■ **THE TASK**:
Every line below that holds the word "road" must be listed.

Records from a collection:
····················
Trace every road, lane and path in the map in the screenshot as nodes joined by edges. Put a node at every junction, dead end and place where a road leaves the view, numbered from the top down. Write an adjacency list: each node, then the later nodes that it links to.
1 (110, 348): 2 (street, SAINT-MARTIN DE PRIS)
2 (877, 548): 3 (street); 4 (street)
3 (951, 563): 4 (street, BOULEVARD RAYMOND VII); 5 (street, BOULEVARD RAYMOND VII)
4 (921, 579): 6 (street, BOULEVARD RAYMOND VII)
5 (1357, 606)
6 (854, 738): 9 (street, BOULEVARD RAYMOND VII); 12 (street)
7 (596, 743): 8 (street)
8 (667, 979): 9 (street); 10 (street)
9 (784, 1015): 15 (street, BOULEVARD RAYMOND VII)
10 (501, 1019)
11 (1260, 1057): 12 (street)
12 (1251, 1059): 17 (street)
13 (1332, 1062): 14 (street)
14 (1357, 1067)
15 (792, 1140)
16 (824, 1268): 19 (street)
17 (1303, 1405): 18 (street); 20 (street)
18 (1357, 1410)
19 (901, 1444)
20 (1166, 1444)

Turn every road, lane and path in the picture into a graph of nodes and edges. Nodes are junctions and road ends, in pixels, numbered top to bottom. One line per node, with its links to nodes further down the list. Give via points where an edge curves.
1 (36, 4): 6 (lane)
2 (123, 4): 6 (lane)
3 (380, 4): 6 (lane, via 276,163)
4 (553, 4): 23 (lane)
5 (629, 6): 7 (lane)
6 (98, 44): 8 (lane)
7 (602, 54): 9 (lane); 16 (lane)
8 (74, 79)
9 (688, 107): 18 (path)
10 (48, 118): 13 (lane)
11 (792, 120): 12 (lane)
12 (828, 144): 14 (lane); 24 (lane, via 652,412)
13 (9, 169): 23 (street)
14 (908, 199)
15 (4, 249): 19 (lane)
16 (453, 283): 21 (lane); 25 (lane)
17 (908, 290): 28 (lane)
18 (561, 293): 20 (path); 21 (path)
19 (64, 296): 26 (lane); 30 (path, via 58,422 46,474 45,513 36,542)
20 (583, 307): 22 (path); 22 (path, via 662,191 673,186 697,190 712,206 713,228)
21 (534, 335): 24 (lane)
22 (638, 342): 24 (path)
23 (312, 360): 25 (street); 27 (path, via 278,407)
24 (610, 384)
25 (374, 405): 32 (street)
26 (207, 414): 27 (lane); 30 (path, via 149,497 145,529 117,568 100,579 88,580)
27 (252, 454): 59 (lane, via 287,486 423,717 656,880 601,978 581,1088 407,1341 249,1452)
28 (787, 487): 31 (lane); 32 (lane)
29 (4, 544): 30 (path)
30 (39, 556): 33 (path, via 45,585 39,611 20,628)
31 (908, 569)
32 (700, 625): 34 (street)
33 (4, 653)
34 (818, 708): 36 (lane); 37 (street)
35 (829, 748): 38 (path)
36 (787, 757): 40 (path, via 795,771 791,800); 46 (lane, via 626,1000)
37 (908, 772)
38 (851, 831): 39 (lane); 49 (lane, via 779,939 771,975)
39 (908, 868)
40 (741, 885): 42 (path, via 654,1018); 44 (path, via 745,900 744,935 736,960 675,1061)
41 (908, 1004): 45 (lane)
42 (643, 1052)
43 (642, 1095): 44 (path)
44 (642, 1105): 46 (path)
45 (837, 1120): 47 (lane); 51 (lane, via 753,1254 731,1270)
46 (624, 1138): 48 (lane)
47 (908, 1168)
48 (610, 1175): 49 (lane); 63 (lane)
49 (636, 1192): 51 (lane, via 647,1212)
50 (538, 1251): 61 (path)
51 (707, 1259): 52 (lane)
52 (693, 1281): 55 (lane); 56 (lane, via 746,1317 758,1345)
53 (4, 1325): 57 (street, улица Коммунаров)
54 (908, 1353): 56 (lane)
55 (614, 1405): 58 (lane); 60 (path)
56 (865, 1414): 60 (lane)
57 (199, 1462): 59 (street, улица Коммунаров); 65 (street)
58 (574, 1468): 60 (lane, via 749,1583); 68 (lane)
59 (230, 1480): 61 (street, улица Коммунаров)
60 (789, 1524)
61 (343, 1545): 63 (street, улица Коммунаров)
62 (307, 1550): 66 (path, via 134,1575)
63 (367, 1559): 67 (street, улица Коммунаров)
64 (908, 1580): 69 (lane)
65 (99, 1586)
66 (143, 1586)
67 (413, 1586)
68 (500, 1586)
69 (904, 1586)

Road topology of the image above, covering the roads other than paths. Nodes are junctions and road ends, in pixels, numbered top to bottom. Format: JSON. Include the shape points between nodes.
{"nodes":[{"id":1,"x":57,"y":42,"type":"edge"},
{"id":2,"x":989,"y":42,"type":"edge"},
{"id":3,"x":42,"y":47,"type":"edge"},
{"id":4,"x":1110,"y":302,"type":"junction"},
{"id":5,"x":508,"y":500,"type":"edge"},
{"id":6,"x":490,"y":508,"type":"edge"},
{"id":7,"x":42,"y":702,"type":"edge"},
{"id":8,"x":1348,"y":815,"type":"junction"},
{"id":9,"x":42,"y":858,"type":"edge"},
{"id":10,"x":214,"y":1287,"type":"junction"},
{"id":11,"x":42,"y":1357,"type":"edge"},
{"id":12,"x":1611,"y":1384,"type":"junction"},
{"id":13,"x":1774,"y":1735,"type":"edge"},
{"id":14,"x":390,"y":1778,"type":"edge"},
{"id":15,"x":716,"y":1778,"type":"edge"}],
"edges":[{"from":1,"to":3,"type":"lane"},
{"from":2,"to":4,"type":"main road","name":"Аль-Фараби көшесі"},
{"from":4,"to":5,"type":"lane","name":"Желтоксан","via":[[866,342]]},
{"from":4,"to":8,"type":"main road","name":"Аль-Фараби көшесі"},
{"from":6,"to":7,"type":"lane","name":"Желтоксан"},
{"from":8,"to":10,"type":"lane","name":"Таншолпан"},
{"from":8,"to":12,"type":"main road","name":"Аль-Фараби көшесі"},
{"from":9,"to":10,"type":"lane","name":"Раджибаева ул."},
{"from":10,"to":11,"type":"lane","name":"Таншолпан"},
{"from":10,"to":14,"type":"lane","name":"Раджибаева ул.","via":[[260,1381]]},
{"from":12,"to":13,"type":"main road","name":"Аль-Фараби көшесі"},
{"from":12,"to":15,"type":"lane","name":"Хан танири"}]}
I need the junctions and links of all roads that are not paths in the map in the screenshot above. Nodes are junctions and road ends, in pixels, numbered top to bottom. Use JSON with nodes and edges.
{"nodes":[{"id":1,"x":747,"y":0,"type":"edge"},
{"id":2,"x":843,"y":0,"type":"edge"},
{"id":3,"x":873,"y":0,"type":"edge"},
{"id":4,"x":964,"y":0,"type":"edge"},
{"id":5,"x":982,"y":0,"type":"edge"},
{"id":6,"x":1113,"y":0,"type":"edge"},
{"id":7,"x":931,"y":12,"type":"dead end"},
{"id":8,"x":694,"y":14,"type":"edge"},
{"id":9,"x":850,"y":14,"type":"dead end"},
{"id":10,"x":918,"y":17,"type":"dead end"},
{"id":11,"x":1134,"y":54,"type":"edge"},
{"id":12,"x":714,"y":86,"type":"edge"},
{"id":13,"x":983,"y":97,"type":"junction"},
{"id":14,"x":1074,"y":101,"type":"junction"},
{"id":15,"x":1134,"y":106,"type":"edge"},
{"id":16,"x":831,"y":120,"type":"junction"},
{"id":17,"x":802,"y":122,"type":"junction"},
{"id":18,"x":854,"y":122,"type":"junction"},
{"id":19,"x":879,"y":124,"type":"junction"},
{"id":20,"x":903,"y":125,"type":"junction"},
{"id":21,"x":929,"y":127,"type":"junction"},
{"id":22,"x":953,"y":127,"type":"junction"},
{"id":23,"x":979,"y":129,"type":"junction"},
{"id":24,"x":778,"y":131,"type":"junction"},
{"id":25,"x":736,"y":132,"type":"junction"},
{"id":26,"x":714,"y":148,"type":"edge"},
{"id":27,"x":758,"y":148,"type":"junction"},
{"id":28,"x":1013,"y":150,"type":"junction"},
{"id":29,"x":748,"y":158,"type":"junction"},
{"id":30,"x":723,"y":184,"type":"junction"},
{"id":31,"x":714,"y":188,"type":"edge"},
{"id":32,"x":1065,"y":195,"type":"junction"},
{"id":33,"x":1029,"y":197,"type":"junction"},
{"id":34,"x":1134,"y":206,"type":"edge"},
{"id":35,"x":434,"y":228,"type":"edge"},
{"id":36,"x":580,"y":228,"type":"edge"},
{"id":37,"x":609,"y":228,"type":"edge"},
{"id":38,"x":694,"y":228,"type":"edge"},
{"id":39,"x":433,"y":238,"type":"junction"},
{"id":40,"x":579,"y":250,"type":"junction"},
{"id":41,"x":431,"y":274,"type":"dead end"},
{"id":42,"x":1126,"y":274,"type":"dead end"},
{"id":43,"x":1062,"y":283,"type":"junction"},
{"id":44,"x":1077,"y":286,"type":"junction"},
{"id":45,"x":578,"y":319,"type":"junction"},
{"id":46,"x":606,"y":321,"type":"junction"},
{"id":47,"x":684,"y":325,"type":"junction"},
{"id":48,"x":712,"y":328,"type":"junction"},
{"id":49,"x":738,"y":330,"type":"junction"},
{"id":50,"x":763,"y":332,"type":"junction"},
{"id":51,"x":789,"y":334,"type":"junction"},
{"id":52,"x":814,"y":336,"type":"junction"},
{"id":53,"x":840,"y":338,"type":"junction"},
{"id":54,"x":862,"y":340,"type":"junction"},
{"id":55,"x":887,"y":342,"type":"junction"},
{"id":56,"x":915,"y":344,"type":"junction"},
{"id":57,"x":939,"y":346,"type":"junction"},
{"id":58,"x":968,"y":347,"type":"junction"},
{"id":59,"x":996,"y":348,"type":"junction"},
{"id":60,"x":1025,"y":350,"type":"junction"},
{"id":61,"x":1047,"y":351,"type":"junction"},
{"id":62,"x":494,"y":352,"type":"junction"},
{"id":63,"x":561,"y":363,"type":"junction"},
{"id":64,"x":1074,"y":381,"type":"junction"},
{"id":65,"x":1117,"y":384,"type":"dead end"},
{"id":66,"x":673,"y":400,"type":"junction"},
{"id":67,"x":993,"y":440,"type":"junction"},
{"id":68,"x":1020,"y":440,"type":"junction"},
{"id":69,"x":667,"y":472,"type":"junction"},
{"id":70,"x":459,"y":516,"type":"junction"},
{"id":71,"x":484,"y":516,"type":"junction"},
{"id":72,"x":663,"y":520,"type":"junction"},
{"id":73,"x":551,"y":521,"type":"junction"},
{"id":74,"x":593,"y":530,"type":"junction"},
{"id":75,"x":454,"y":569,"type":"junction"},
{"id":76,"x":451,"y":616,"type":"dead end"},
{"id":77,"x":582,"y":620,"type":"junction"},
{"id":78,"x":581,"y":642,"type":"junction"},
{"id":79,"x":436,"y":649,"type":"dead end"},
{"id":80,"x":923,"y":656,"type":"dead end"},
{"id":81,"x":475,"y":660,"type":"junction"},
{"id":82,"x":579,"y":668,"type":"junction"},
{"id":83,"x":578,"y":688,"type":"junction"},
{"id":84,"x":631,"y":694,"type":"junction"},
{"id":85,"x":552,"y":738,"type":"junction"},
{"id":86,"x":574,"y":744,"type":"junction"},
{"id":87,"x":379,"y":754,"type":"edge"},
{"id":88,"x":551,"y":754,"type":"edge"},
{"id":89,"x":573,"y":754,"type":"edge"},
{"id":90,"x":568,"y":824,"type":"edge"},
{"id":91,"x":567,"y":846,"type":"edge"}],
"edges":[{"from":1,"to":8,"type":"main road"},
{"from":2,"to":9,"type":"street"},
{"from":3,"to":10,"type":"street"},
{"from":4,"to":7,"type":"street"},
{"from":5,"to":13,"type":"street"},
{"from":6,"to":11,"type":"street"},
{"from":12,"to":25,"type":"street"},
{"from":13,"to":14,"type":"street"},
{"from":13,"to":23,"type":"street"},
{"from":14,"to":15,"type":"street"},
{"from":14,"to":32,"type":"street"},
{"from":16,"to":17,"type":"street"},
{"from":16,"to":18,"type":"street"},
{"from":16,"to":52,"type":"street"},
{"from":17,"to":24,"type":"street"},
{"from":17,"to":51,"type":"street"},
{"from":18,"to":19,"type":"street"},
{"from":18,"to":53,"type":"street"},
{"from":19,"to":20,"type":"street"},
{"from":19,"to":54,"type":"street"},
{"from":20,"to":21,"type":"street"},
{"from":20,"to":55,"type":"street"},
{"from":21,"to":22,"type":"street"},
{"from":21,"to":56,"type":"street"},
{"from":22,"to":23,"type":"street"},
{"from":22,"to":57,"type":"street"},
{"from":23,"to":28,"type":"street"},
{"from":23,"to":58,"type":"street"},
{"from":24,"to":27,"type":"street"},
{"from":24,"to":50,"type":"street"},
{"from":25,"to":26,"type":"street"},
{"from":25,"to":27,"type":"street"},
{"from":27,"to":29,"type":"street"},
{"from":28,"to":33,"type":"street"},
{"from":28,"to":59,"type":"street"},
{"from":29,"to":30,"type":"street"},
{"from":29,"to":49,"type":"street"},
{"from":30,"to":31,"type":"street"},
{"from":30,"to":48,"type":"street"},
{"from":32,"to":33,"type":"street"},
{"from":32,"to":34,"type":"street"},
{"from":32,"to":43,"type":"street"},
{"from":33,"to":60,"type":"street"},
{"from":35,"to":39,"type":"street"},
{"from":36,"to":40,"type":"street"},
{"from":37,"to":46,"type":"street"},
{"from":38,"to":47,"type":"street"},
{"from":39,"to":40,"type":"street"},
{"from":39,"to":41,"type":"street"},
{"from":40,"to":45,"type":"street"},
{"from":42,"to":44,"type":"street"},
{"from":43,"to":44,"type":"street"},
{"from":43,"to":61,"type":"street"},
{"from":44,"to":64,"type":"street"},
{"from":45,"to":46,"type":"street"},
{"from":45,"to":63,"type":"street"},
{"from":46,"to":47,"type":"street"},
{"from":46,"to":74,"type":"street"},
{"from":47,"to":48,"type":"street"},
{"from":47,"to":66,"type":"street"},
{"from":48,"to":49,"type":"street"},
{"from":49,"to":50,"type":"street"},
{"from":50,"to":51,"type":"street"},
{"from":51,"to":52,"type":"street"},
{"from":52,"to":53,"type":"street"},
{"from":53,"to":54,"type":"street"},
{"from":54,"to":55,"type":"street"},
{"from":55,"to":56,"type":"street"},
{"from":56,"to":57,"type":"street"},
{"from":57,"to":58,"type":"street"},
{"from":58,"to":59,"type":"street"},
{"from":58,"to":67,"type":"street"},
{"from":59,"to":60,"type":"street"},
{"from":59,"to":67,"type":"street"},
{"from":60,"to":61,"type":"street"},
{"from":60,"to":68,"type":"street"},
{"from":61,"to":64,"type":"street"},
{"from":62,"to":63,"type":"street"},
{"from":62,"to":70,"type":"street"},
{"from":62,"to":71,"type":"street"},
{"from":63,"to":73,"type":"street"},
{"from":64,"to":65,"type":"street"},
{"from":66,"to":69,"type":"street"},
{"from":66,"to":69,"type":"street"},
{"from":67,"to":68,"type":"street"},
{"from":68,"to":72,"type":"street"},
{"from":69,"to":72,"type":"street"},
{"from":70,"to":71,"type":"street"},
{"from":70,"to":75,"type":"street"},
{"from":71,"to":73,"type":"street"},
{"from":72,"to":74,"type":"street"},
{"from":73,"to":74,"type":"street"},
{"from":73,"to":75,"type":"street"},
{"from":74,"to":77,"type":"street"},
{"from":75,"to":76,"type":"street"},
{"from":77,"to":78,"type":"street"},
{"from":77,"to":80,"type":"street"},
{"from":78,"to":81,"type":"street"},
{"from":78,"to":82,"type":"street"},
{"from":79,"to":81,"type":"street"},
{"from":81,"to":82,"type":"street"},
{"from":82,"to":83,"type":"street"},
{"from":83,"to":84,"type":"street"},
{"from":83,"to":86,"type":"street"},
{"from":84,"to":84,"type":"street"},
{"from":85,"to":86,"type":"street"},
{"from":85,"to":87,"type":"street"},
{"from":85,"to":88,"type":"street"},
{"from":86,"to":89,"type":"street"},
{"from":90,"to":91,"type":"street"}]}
····················
■ **RESPONSE TO THE EXERCISE**:
Trace every road, lane and path in the map in the screenshot as nodes joined by edges. Put a node at every junction, dead end and place where a road leaves the view, numbered from the top down. Write an adjacency list: each node, then the later nodes that it links to.
Turn every road, lane and path in the picture into a graph of nodes and edges. Nodes are junctions and road ends, in pixels, numbered top to bottom. One line per node, with its links to nodes further down the list. Give via points where an edge curves.
Road topology of the image above, covering the roads other than paths. Nodes are junctions and road ends, in pixels, numbered top to bottom. Format: JSON. Include the shape points between nodes.
{"from":2,"to":4,"type":"main road","name":"Аль-Фараби көшесі"},
{"from":4,"to":8,"type":"main road","name":"Аль-Фараби көшесі"},
{"from":8,"to":12,"type":"main road","name":"Аль-Фараби көшесі"},
{"from":12,"to":13,"type":"main road","name":"Аль-Фараби көшесі"},
I need the junctions and links of all roads that are not paths in the map in the screenshot above. Nodes are junctions and road ends, in pixels, numbered top to bottom. Use JSON with nodes and edges.
"edges":[{"from":1,"to":8,"type":"main road"},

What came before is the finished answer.